Como preâmbulo, darei uma medida do dinamismo da China. A revista americana Fortune publica todo ano um ranking das 500 maiores empresas globais. Esse pódio foi criado há uns 70 anos. Em 2019, dessas 500, 121 eram americanas (126 em 2018), 119 chinesas (a China conta 129, pois ela inclui 10 empresas de Taiwan, que a China considera chinesas), e 8 brasileiras. A primeira idéia da velocidade de crescimento da China pode ser dada observando que em 2001 dessas 500, apenas 10 eram chinesas, 6 brasileiras. A brasileiras de 2019 são as estatais ou para-estatais: Petrobras, CVRD, BB, Itaú-Unibanco, Bradesco;, JBS. A CEF (a Caixa) é novata no ranking mas ingressou no pódio já no meio das 500 e o BB caiu quase 200 posições. Não precisa ser gênio para sacar. O Brasil não criou nada, apenas repartiu a bonança estatal entre dois de seus bancos. É o canetaço que conhecemos. Das 25 novas entrantes, 13 são chinesas. Ficamos parados no tempo, e a China passou por cima. Como? Continue lendo.

A China tem 4000 anos de cultura escrita, e foi formada a partir de guerras entre dinastias, emergindo vitoriosa a dinastia Qin, há 22 séculos, resultando na consolidação progressiva de territórios que formaram a China atual. Cerca de 55 minorias étnicas em 36 províncias, regiões autônomas e municipalidades compõem o mosaico da China. Com quase um bilhão e meio de habitantes, ocupam uma área comparável à dos Estados Unidos e à do Brasil. Não deve ser fácil governar essa gigantesca massa de gente e de território. Mas o governo da China não deixa dúvidas de que governa. Sim, às vezes até demais e eles sabem disso.

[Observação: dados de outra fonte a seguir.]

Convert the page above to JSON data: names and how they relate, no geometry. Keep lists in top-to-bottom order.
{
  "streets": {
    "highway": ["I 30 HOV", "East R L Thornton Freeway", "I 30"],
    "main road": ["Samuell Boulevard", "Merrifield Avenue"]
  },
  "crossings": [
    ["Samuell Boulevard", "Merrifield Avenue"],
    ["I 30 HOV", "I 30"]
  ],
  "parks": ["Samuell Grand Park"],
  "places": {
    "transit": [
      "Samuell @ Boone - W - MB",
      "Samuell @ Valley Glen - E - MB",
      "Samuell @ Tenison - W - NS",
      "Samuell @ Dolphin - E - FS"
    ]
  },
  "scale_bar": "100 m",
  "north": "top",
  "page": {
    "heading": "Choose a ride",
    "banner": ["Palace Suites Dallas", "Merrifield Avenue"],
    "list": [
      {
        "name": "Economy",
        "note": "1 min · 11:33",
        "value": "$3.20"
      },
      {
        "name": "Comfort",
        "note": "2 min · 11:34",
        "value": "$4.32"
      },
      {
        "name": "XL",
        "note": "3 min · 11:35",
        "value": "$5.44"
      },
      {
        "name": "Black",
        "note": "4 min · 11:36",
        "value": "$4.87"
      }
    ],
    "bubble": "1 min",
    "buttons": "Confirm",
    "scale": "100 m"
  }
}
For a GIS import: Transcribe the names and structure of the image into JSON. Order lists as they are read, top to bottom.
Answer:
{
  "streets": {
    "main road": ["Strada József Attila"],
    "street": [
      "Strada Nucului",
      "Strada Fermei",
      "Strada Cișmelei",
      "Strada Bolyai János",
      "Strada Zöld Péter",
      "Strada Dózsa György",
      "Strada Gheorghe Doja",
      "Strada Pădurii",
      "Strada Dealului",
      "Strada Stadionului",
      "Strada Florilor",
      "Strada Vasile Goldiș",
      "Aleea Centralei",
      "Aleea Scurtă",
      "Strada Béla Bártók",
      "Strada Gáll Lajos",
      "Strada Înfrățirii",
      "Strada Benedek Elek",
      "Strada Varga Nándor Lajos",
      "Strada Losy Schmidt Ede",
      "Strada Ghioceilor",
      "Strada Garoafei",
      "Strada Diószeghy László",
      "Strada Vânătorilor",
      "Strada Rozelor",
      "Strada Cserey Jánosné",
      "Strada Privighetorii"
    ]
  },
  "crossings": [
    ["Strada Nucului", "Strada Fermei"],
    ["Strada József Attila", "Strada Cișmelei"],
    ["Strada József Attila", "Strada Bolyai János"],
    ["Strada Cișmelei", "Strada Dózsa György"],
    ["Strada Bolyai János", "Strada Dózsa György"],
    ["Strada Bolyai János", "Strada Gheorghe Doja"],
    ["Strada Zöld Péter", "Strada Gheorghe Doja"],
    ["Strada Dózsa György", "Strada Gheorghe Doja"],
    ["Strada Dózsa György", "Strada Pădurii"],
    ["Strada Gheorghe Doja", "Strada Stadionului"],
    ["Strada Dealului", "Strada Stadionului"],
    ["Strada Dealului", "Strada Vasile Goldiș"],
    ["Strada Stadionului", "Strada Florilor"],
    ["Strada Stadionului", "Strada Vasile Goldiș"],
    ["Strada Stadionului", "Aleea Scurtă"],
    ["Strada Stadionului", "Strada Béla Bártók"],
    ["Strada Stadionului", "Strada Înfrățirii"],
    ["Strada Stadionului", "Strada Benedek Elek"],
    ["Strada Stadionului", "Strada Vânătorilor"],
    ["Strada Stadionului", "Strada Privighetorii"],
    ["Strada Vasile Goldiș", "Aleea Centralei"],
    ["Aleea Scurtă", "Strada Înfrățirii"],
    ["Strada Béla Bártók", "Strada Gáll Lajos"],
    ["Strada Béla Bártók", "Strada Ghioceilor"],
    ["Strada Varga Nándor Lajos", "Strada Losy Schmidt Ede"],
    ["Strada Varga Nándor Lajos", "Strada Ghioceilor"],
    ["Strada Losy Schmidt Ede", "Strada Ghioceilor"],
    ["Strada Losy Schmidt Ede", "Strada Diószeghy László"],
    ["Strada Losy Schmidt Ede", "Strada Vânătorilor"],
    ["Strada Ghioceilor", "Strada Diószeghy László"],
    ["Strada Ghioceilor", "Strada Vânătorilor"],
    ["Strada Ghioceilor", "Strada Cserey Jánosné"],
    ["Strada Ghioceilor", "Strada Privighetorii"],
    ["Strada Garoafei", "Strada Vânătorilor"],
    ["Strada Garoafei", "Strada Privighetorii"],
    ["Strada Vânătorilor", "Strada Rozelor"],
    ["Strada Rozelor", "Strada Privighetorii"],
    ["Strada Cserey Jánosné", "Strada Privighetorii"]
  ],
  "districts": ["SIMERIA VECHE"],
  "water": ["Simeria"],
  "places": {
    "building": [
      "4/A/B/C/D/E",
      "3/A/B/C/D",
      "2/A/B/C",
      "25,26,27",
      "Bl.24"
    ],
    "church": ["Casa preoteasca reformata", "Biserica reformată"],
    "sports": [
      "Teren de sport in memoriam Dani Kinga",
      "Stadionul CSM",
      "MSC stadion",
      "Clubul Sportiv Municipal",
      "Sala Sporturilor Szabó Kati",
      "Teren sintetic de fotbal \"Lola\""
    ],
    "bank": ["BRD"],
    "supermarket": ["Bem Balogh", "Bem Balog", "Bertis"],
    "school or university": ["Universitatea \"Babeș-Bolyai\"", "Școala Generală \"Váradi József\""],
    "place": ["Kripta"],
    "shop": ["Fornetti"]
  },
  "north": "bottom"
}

A História antiga da China mostra uma civilização avançada, com conhecimentos de navegação,  astronomia, medicina, cerâmica, tecelagem, escrita, agricultura muito superiores às da Europa de então. Documentos da época, como mapas geográficos globais, mapas celestes, mapas do corpo humano, técnicas de construção, invenções como o papel, os tecidos de seda, e trocas comerciais como a presença de milho na China (nativo do Peru e não auto-propagável; precisa ser plantado) e arroz na América do Sul, e muitas outras plantas agrícolas, ao longo dos séculos, evidenciam a troca comercial da China com a América centenas de anos antes de Colombo. Modernamente, testes de DNA, tanto mitocondrial (linha materna) como masculina, de povos indígenas certificadamente não-miscigenados com estrangeiros demonstraram clara ascendência chinesa, com genes que não são encontrados em nenhum outra parte do mundo. A opulência dos palácios imperiais e das obras gigantescas –A Grande Muralha da China é a sétima maravilha do mundo– serviam como demonstração do poder central e do gigantismo de uma nação única; então a maior nação do mundo por extensão; por milênios o centro de gravidade cultural e populacional.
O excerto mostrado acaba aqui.